Re: RE: Microsoft silently fixes security vulnerabilities

[Chris Anley <chris () ngssoftware com>]

H D Moore wrote:
> Silent patching helps attackers by preventing the NIPS/HIPS/VA
> companies from being able to protect their customers. In previous
> pen-test engagements, I preferred to use an unknown, but patched flaw
> over a widely-reported one every time. The admin doesn't know about
> it, the vendor has a patch for it, and I don't have to worry about
> anyone having a signature for it.

Definitely.
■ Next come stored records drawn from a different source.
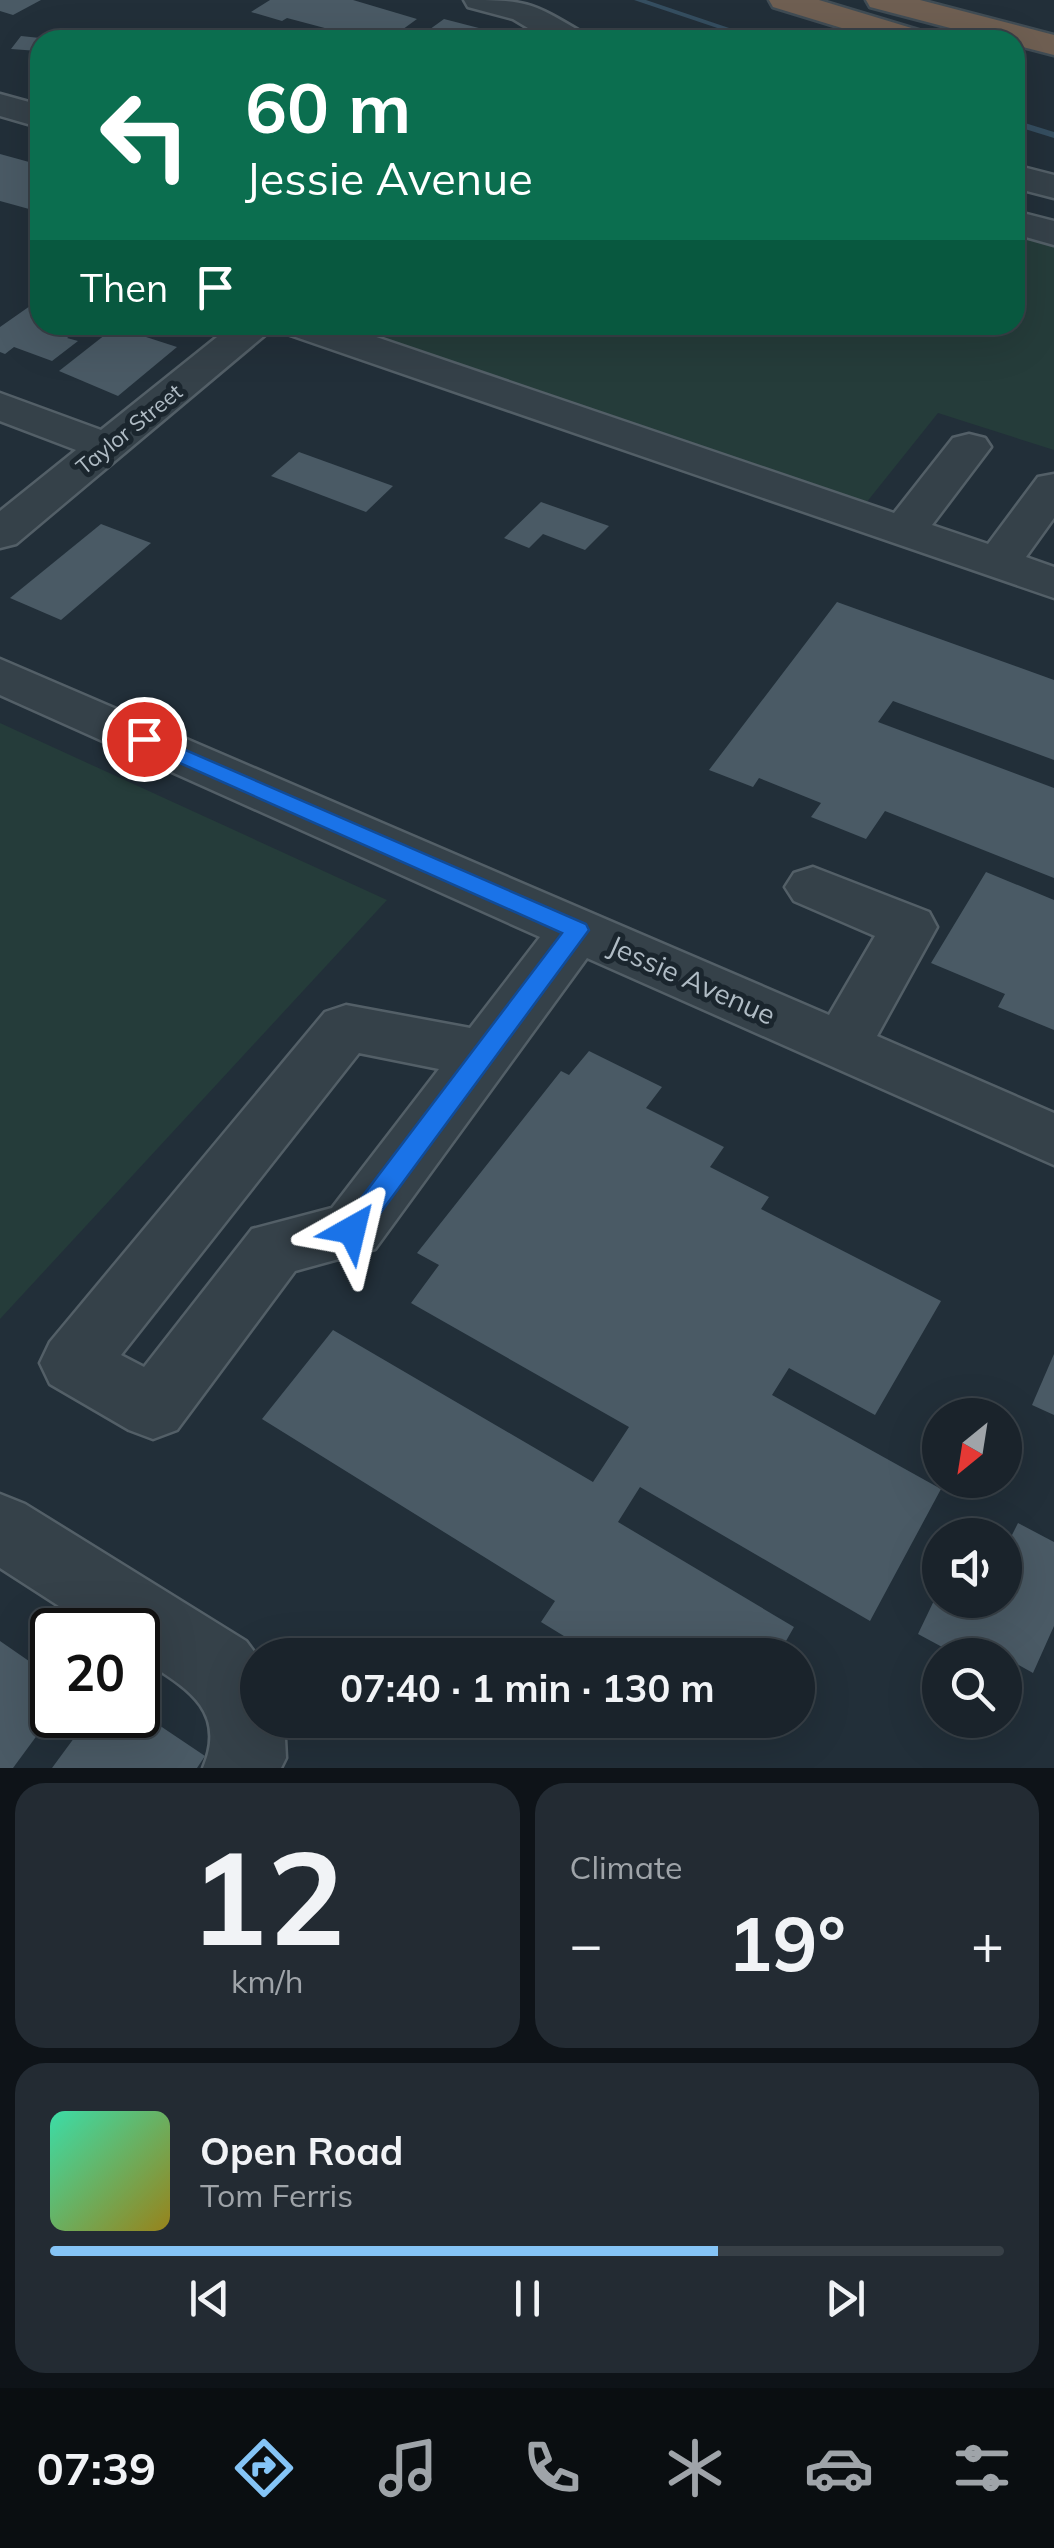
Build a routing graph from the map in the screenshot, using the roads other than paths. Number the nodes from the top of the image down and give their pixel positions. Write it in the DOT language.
graph roads {
  1 [pos="480,0"];
  2 [pos="785,0"];
  3 [pos="882,0"];
  4 [pos="555,30"];
  5 [pos="883,30"];
  6 [pos="997,30"];
  7 [pos="1025,37"];
  8 [pos="1054,45"];
  9 [pos="0,105"];
  10 [pos="30,112"];
  11 [pos="1025,179"];
  12 [pos="1054,187"];
  13 [pos="1025,225"];
  14 [pos="1054,233"];
  15 [pos="246,335"];
  16 [pos="329,335"];
  17 [pos="0,406"];
  18 [pos="107,447"];
  19 [pos="969,447"];
  20 [pos="1054,487"];
  21 [pos="904,532"];
  22 [pos="0,534"];
  23 [pos="997,564"];
  24 [pos="1054,583"];
  25 [pos="0,676"];
  26 [pos="813,887"];
  27 [pos="578,930"];
  28 [pos="841,1046"];
  29 [pos="484,1054"];
  30 [pos="1054,1140"];
  31 [pos="198,1211"];
  32 [pos="276,1248"];
  33 [pos="0,1528"];
  34 [pos="242,1768"];
  1 -- 4 [label="street"];
  2 -- 5 [label="highway"];
  3 -- 6 [label="highway"];
  7 -- 8 [label="highway"];
  9 -- 10 [label="street"];
  11 -- 12 [label="street"];
  13 -- 14 [label="street"];
  15 -- 18 [label="street, Taylor Street"];
  16 -- 21 [label="street"];
  17 -- 18 [label="street"];
  18 -- 22 [label="street, Taylor Street"];
  19 -- 21 [label="street"];
  20 -- 23 [label="street"];
  21 -- 23 [label="street"];
  23 -- 24 [label="street"];
  25 -- 27 [label="street, Jessie Avenue"];
  26 -- 28 [label="street"];
  27 -- 28 [label="street, Jessie Avenue"];
  27 -- 29 [label="street"];
  28 -- 30 [label="street, Jessie Avenue"];
  29 -- 31 [label="street"];
  29 -- 32 [label="street"];
  31 -- 32 [label="street"];
  31 -- 32 [label="street"];
  33 -- 34 [label="street"];
}
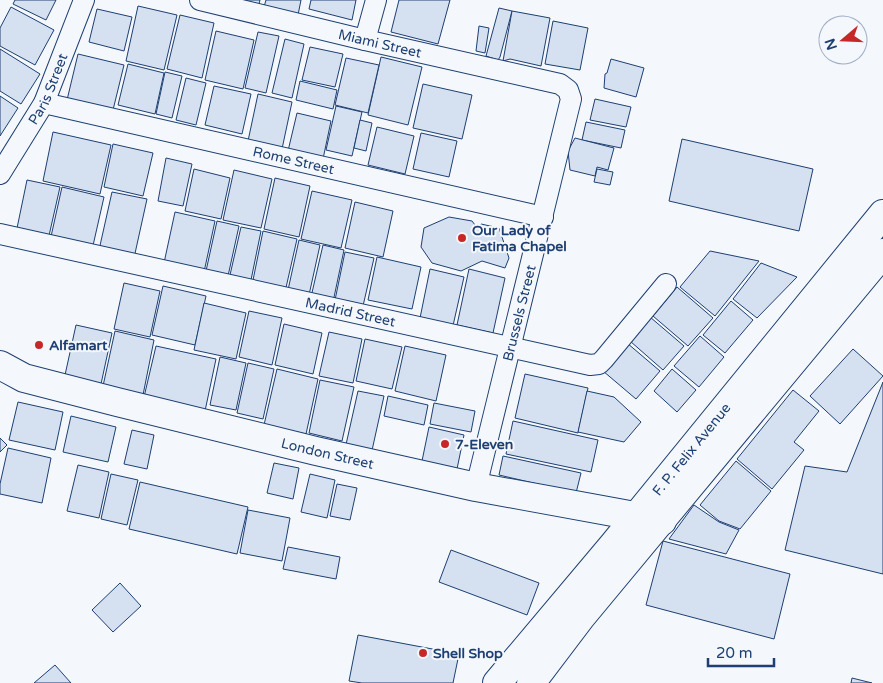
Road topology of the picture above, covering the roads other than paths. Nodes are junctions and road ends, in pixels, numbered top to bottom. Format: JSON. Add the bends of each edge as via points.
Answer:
{"nodes":[{"id":1,"x":84,"y":0,"type":"edge"},
{"id":2,"x":200,"y":0,"type":"edge"},
{"id":3,"x":376,"y":0,"type":"edge"},
{"id":4,"x":365,"y":40,"type":"junction"},
{"id":5,"x":560,"y":84,"type":"joint"},
{"id":6,"x":44,"y":103,"type":"junction"},
{"id":7,"x":0,"y":174,"type":"edge"},
{"id":8,"x":883,"y":214,"type":"edge"},
{"id":9,"x":543,"y":217,"type":"junction"},
{"id":10,"x":0,"y":234,"type":"edge"},
{"id":11,"x":883,"y":253,"type":"edge"},
{"id":12,"x":666,"y":284,"type":"dead end"},
{"id":13,"x":840,"y":286,"type":"junction"},
{"id":14,"x":511,"y":348,"type":"junction"},
{"id":15,"x":0,"y":365,"type":"edge"},
{"id":16,"x":476,"y":488,"type":"junction"},
{"id":17,"x":648,"y":519,"type":"junction"},
{"id":18,"x":497,"y":683,"type":"edge"},
{"id":19,"x":531,"y":683,"type":"edge"}],
"edges":[{"from":1,"to":6,"type":"street","name":"Paris Street"},
{"from":2,"to":4,"type":"street","name":"Miami Street"},
{"from":3,"to":4,"type":"street"},
{"from":4,"to":5,"type":"street","name":"Miami Street"},
{"from":5,"to":9,"type":"street","name":"Brussels Street","via":[[568,90],[571,99]]},
{"from":6,"to":7,"type":"street","name":"Paris Street"},
{"from":6,"to":9,"type":"street","name":"Rome Street"},
{"from":8,"to":13,"type":"main road","name":"F. P. Felix Avenue"},
{"from":9,"to":14,"type":"street","name":"Brussels Street"},
{"from":10,"to":14,"type":"street","name":"Madrid Street"},
{"from":11,"to":13,"type":"main road","name":"F. P. Felix Avenue"},
{"from":12,"to":14,"type":"street","name":"Madrid Street","via":[[599,364],[590,365]]},
{"from":13,"to":17,"type":"main road","name":"F. P. Felix Avenue"},
{"from":14,"to":16,"type":"street","name":"Brussels Street"},
{"from":15,"to":16,"type":"main road","name":"London Street","via":[[24,378],[108,400]]},
{"from":16,"to":17,"type":"main road","name":"London Street"},
{"from":17,"to":18,"type":"main road","name":"F. P. Felix Avenue"},
{"from":17,"to":19,"type":"main road","name":"F. P. Felix Avenue"}]}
There's a further problem though - sometimes a fix is only 
silent because the vendor doesn't know they've fixed something.

As someone fixing an overflow (say), if I apply a 'gating' validation to
some input string near the point that string is received and reject
input greater than some presumably safe length, I have not only fixed
the reported bug but also probably a number of related bugs in other
code further down the call tree that I'm unaware of, maybe because
someone else in my company wrote it, or because it's in third-party
code, or even in a third party binary.

The problem is that neither I (the developer following best practice)
nor the vulnerability researcher, nor anyone writing NIPS/HIPS knows 
what bugs were actually fixed by my input validation.

Now, I'm not saying that specific silent fixes don't happen - obviously
they do - I'm just saying that even if that practice is stamped out by a
public outcry, litigation, legislation etc, there'll still be an
intractable problem to solve.

     -chris.